“Of Owu, Balogun and Okija: The Anti-Democratic Dimension”, Nigeria World, Thursday September 9, 2004

Two subjects competed for my writing commitment in the last month. If you are a keen watcher of events in Nigeria, you could possibly offer a correct guess. But do not bother. Let me tell you what they were. The first relates to the complicity of Mr. President, the Balogun of Owu, on the Owu Obaship tussle. The other is the Okija horror.

Without completely abandoning the Balogun issue, it did not take me time to resolve to write more about Okija than about Owu and its Balogun. With amazing rapidity Ojika has become a synonym and a metaphor for national scandal. Yes, national scandal, not Igbo scandal as some would choose to characterize it. All over the nation, there are Okijas, if only we dare to admit and probe.

You may not like my argument for choosing Okija over the Balogun/Owu episode. But here it goes. Question is: what is there to talk about regarding the Balogun’s temper? Balogun’s rage is not a national secret like the Okija shrines. Do you recall how the Balogun’s temper was flared like natural gas after the Ikeja Cantonment bomb explosions? That was its closest public showing, at least in this present dispensation. There appears to be other episodes only known to privileged people in the corridors of power.

Not too long ago, Dr. Doyin Okupe, a man who should know, mentioned in an interview that the Balogun tore into shreds Doyin’s note to the former which conveyed a principled counsel that disagreed with Balogun’s position on a certain issue. This trend is not different from the account of Owu kingmakers who alleged that at the middle of what appeared to be a democratic process, the Balogun acted the IBB, “tore the result sheet” and annulled an election! Reason: he was “not happy with the emerging scenario” in which his candidate would have lost an election.

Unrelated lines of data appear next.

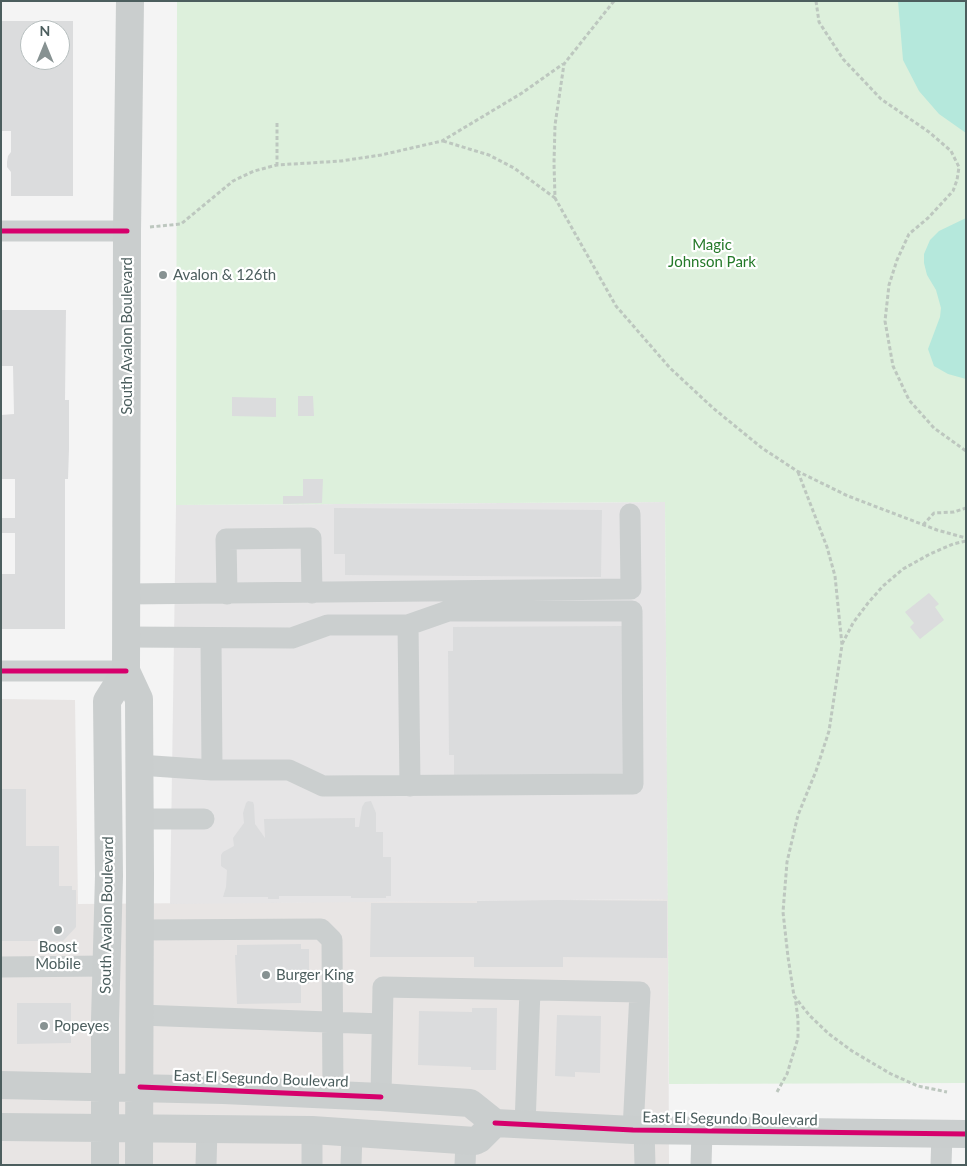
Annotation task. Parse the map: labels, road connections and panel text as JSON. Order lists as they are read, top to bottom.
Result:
{
  "streets": {
    "main road": ["South Avalon Boulevard", "East El Segundo Boulevard"]
  },
  "crossings": [
    ["South Avalon Boulevard", "East El Segundo Boulevard"]
  ],
  "parks": ["Magic Johnson Park"],
  "places": [
    "Avalon & 126th",
    "Boost Mobile",
    "Burger King",
    "Popeyes"
  ],
  "north": "top"
}
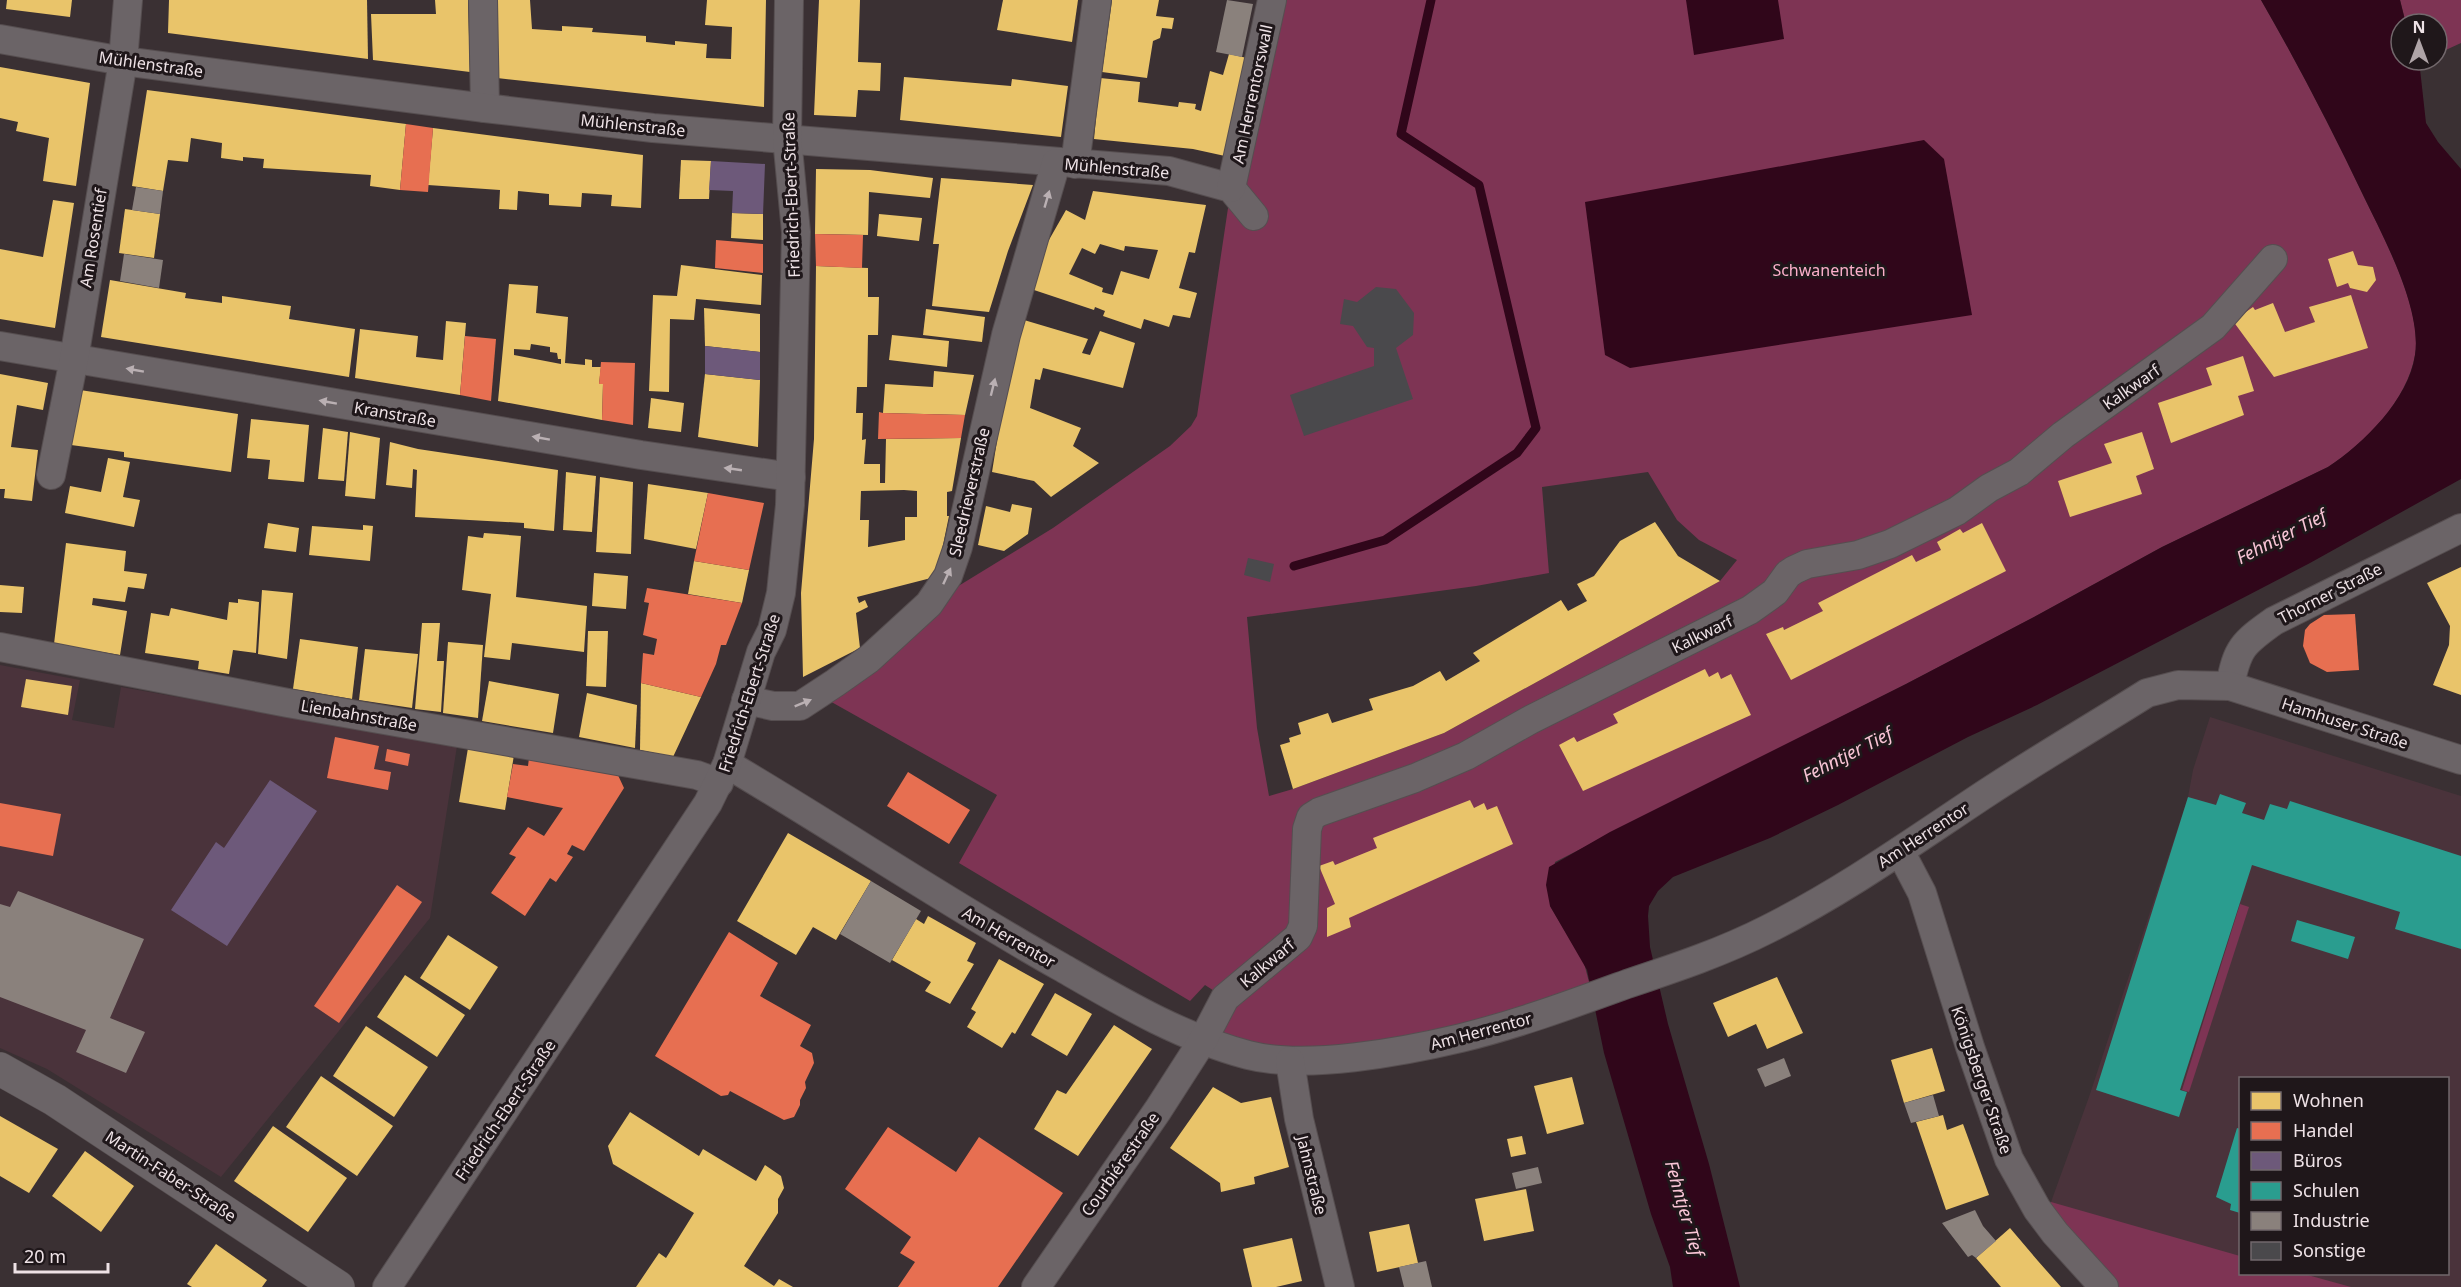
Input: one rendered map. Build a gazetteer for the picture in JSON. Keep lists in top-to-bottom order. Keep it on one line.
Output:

Unlike early and unguarded first shot at Ohanaeze Ndigbo on Okija by segments of the Nigerian press, I was not willing to jump into the fray without hearing the Balogun’s side of the story. And like Ohanaeze’s official reaction to Okija, Balogun’s official account was not long in coming. The Balogun’s version did not deny the allegation of annulment and tearing of result sheet. Rather, the vocal Owu kingmakers were accused of having compromised their position and of pursuing a selfish agenda. There was no detail to buttress these charges.

Shortly, we read of the arrest and detention of the kingmakers in which the Balogun had no hand. That reminds me of MKO’s Epetedo Declaration after June 12 and his subsequent incarceration. The rest is now history. Compared to MKO, the vocal Owu kingmakers and their “elect” are simply lucky and they have the Balogun to thank.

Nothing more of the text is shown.